→ Entries supplied:

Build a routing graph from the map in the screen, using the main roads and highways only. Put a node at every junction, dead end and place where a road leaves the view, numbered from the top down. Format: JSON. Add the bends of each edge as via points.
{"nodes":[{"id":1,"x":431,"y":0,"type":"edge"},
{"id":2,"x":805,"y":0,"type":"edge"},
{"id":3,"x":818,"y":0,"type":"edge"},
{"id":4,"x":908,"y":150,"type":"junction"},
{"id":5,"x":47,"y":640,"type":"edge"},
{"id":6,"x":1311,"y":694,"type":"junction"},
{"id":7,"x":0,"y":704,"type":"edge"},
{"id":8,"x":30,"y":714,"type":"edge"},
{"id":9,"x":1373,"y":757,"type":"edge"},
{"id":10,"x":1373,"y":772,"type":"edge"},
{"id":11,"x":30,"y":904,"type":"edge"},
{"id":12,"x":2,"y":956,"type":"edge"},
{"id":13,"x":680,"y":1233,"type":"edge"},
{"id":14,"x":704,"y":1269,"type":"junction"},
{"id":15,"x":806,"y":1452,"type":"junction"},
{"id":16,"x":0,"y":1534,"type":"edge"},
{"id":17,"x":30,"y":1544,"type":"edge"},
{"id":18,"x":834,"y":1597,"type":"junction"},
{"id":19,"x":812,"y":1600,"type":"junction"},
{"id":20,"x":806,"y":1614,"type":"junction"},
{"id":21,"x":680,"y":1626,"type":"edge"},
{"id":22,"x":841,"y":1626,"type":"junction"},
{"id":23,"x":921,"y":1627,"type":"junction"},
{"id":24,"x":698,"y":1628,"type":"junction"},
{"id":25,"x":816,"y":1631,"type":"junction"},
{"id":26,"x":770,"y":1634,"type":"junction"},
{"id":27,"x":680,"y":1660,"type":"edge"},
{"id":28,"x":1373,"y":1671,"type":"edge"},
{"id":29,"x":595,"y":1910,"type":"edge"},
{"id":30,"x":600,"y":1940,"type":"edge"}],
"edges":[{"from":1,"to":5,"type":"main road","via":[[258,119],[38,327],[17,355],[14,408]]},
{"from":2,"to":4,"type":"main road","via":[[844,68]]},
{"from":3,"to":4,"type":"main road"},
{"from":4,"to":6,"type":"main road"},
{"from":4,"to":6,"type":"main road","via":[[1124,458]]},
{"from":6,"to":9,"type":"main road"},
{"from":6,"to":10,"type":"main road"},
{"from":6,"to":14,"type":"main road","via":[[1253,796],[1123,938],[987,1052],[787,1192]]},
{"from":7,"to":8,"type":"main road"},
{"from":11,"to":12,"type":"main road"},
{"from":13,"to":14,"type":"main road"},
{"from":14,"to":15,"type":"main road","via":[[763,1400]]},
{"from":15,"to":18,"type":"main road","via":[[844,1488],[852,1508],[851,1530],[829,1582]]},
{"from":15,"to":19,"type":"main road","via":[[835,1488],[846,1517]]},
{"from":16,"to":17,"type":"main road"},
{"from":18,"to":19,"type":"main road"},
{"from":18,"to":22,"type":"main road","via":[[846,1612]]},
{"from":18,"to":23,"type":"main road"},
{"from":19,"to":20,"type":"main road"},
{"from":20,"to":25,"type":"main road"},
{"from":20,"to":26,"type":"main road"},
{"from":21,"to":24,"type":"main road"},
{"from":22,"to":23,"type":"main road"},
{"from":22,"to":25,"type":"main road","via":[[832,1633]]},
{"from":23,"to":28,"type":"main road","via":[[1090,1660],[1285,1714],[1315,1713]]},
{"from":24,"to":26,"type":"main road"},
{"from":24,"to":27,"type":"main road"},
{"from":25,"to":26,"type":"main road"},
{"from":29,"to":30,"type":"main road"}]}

* * *

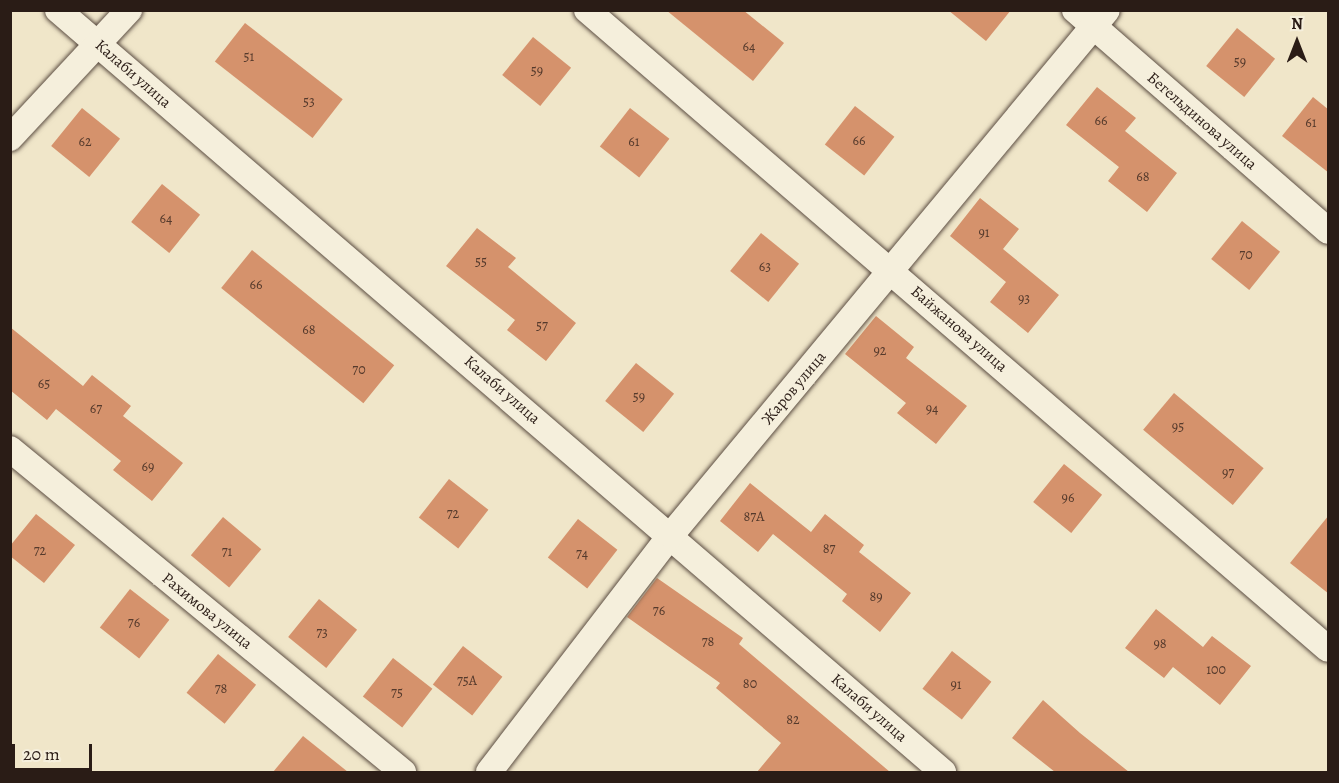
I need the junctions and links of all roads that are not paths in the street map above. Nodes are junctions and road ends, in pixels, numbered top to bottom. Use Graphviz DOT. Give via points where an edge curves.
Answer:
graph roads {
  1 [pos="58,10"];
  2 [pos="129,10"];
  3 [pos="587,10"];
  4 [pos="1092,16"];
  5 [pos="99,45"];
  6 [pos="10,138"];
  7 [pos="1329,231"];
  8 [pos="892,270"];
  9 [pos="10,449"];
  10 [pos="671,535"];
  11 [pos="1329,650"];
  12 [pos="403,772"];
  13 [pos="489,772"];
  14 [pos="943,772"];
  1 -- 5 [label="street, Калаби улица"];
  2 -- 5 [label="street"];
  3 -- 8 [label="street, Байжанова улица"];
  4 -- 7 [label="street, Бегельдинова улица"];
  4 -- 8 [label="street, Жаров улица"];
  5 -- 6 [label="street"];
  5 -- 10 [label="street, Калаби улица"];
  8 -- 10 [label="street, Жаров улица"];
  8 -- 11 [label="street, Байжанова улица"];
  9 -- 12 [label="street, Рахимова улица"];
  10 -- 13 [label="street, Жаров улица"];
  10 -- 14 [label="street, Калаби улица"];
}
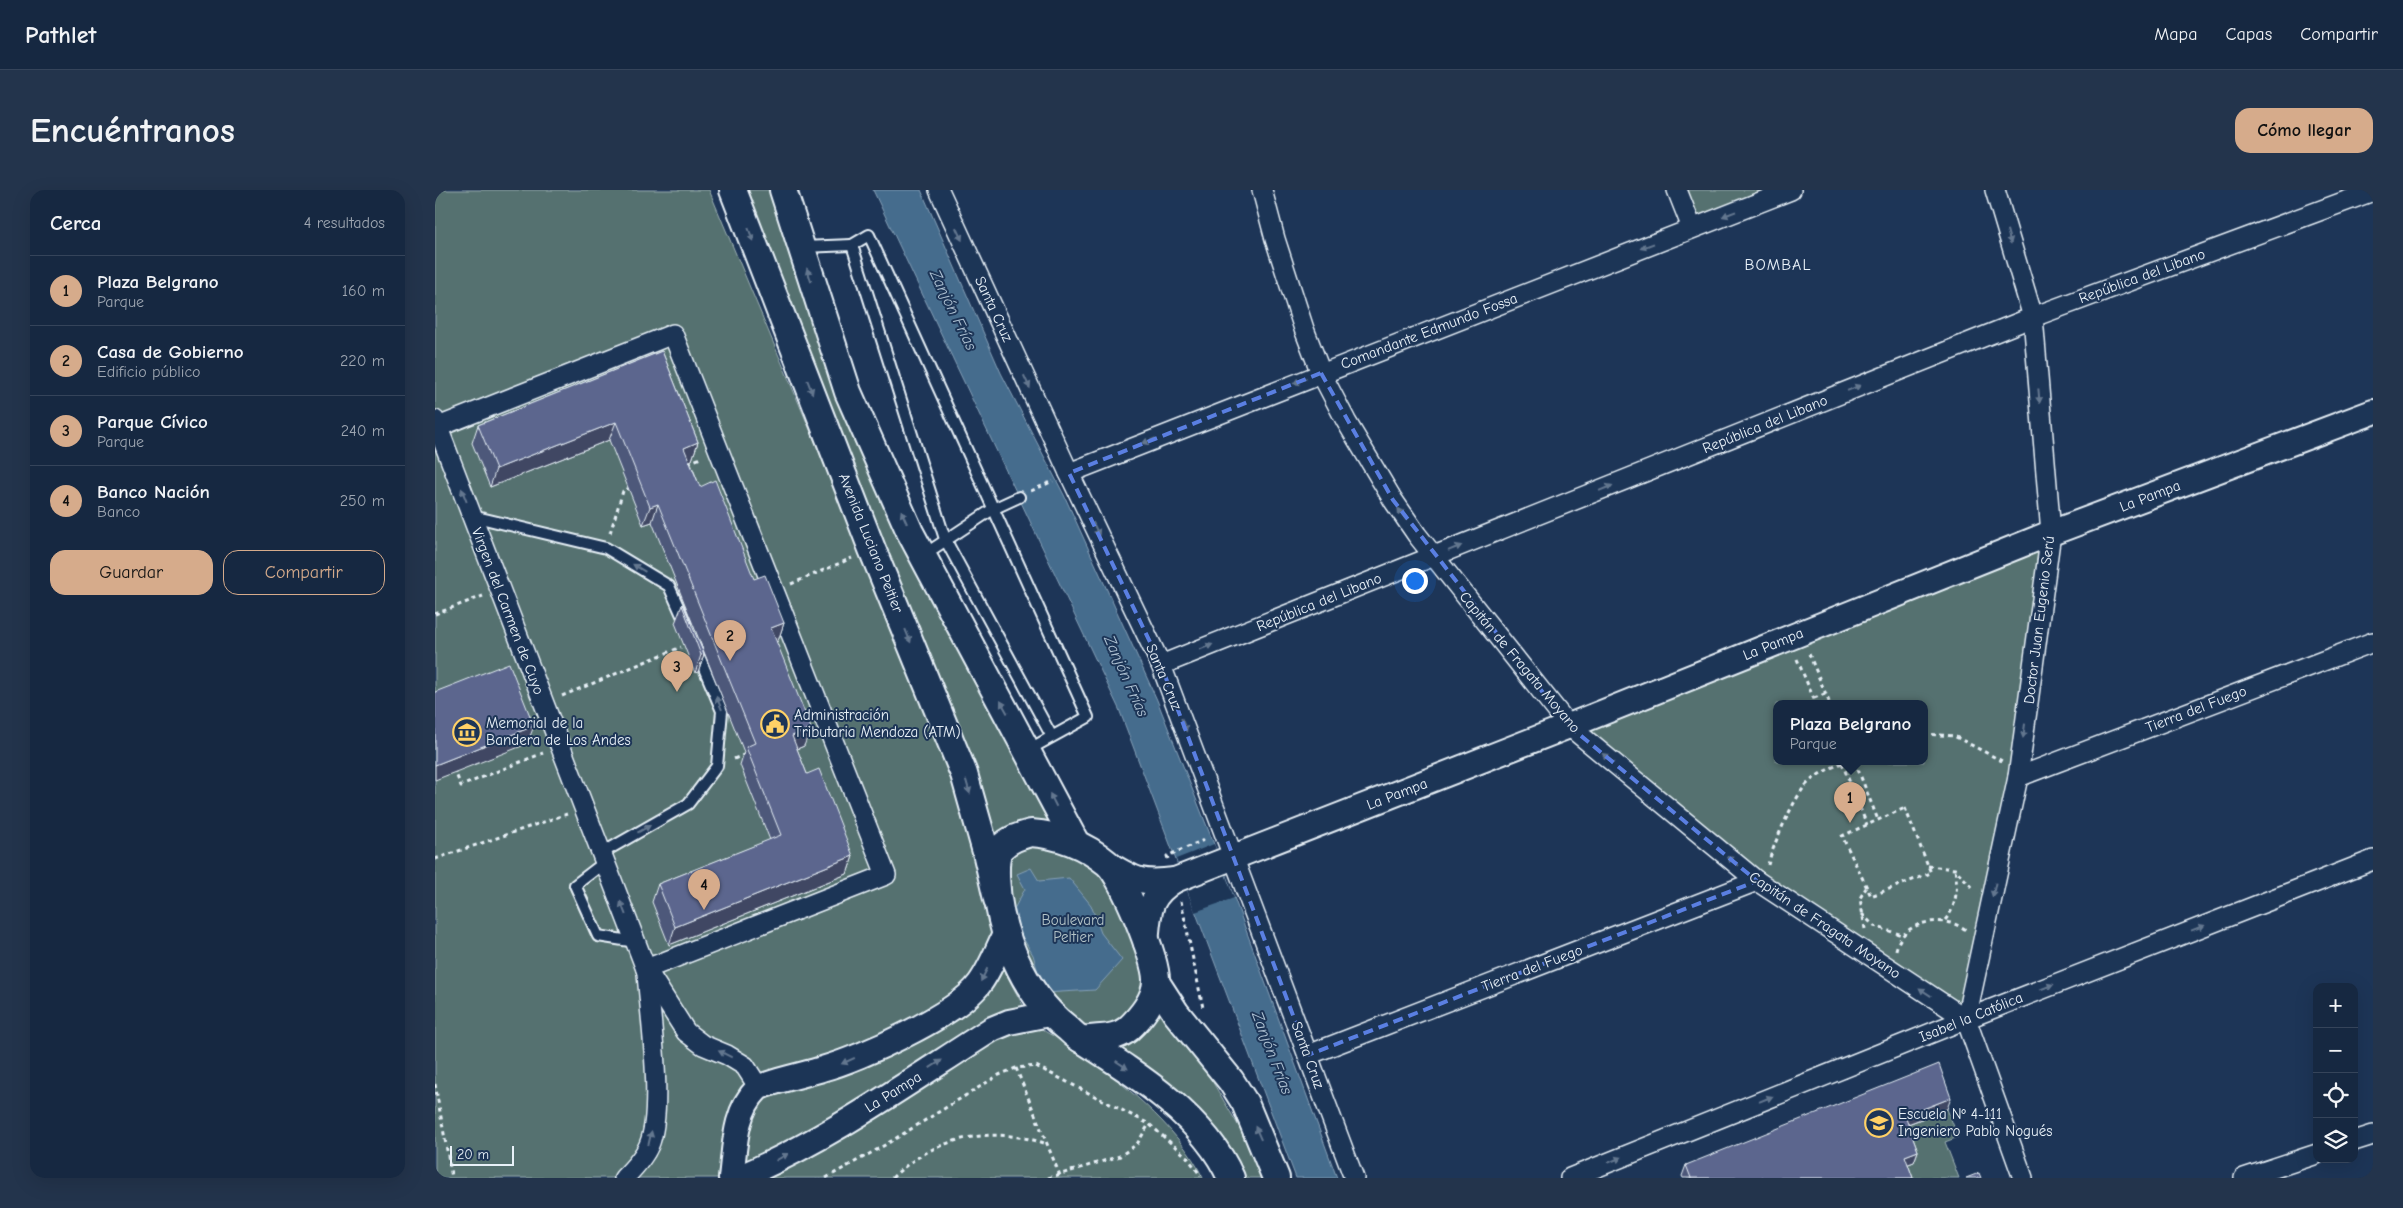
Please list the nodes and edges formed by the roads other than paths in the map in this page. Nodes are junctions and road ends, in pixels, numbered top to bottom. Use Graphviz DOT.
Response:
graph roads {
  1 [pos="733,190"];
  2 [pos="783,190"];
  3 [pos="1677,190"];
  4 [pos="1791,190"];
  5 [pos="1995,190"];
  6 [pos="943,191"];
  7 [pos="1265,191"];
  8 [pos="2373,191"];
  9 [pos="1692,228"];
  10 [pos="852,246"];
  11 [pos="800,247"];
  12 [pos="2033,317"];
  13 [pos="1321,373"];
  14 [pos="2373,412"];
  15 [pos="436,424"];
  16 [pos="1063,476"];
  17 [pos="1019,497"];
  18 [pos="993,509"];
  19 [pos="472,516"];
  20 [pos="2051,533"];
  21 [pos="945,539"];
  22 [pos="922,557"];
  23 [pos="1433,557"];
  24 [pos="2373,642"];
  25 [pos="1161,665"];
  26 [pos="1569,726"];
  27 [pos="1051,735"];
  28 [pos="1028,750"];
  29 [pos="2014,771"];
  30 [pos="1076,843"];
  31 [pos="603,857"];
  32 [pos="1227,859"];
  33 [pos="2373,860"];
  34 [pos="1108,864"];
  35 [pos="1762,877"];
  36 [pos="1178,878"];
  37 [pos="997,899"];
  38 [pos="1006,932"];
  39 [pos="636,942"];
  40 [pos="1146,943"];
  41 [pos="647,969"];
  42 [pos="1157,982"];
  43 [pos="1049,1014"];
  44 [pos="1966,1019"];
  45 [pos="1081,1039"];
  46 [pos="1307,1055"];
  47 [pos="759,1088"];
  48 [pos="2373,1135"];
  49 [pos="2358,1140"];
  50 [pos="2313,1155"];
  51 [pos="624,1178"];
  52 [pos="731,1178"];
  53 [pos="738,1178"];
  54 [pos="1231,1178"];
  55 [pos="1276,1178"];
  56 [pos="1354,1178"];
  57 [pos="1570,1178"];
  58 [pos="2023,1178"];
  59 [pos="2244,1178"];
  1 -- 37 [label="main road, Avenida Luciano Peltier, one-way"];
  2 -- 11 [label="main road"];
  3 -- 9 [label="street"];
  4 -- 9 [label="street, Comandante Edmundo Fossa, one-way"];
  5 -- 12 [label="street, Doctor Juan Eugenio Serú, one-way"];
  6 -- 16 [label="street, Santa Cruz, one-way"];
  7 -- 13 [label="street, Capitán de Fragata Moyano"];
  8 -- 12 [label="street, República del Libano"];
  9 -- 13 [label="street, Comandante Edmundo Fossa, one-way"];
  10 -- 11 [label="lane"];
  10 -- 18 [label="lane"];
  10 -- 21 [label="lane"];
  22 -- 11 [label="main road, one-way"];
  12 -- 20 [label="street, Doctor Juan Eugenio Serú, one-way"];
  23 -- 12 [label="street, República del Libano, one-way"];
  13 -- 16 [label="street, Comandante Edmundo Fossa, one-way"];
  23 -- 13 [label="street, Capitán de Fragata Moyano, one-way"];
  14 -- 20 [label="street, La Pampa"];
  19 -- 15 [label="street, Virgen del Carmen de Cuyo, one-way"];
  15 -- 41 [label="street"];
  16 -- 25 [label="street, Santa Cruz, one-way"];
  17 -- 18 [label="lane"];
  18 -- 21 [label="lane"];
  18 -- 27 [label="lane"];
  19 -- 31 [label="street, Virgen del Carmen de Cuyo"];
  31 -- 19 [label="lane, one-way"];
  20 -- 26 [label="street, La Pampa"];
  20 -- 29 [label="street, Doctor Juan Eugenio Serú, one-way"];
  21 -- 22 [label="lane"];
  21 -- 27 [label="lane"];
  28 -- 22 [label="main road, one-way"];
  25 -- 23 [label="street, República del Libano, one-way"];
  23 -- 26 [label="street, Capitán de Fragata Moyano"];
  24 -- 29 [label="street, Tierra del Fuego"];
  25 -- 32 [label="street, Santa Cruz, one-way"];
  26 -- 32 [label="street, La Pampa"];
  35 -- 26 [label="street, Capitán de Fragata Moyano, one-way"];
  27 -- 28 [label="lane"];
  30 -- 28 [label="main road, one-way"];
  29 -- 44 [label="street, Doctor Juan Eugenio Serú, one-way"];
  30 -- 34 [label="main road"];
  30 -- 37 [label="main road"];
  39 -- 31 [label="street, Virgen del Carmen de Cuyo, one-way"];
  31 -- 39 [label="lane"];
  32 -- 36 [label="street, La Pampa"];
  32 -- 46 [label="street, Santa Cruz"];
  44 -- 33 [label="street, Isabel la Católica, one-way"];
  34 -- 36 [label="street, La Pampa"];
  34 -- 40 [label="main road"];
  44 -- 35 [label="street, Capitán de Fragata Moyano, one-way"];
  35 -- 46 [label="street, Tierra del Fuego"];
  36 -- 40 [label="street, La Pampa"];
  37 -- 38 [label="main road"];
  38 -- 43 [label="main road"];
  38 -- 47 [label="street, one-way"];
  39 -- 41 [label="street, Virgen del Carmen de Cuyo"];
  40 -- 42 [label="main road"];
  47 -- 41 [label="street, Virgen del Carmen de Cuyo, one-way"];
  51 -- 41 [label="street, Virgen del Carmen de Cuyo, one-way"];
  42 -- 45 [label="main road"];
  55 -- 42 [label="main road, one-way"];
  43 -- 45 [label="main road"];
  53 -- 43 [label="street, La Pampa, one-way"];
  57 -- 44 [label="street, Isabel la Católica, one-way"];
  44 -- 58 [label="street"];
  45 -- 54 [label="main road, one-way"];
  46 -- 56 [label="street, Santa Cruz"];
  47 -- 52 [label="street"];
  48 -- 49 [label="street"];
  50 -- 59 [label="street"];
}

→ Your instructions: Take the entries above and copy out all lines with the string "Fragata".

→ Answer for the task:
  7 -- 13 [label="street, Capitán de Fragata Moyano"];
  23 -- 13 [label="street, Capitán de Fragata Moyano, one-way"];
  23 -- 26 [label="street, Capitán de Fragata Moyano"];
  35 -- 26 [label="street, Capitán de Fragata Moyano, one-way"];
  44 -- 35 [label="street, Capitán de Fragata Moyano, one-way"];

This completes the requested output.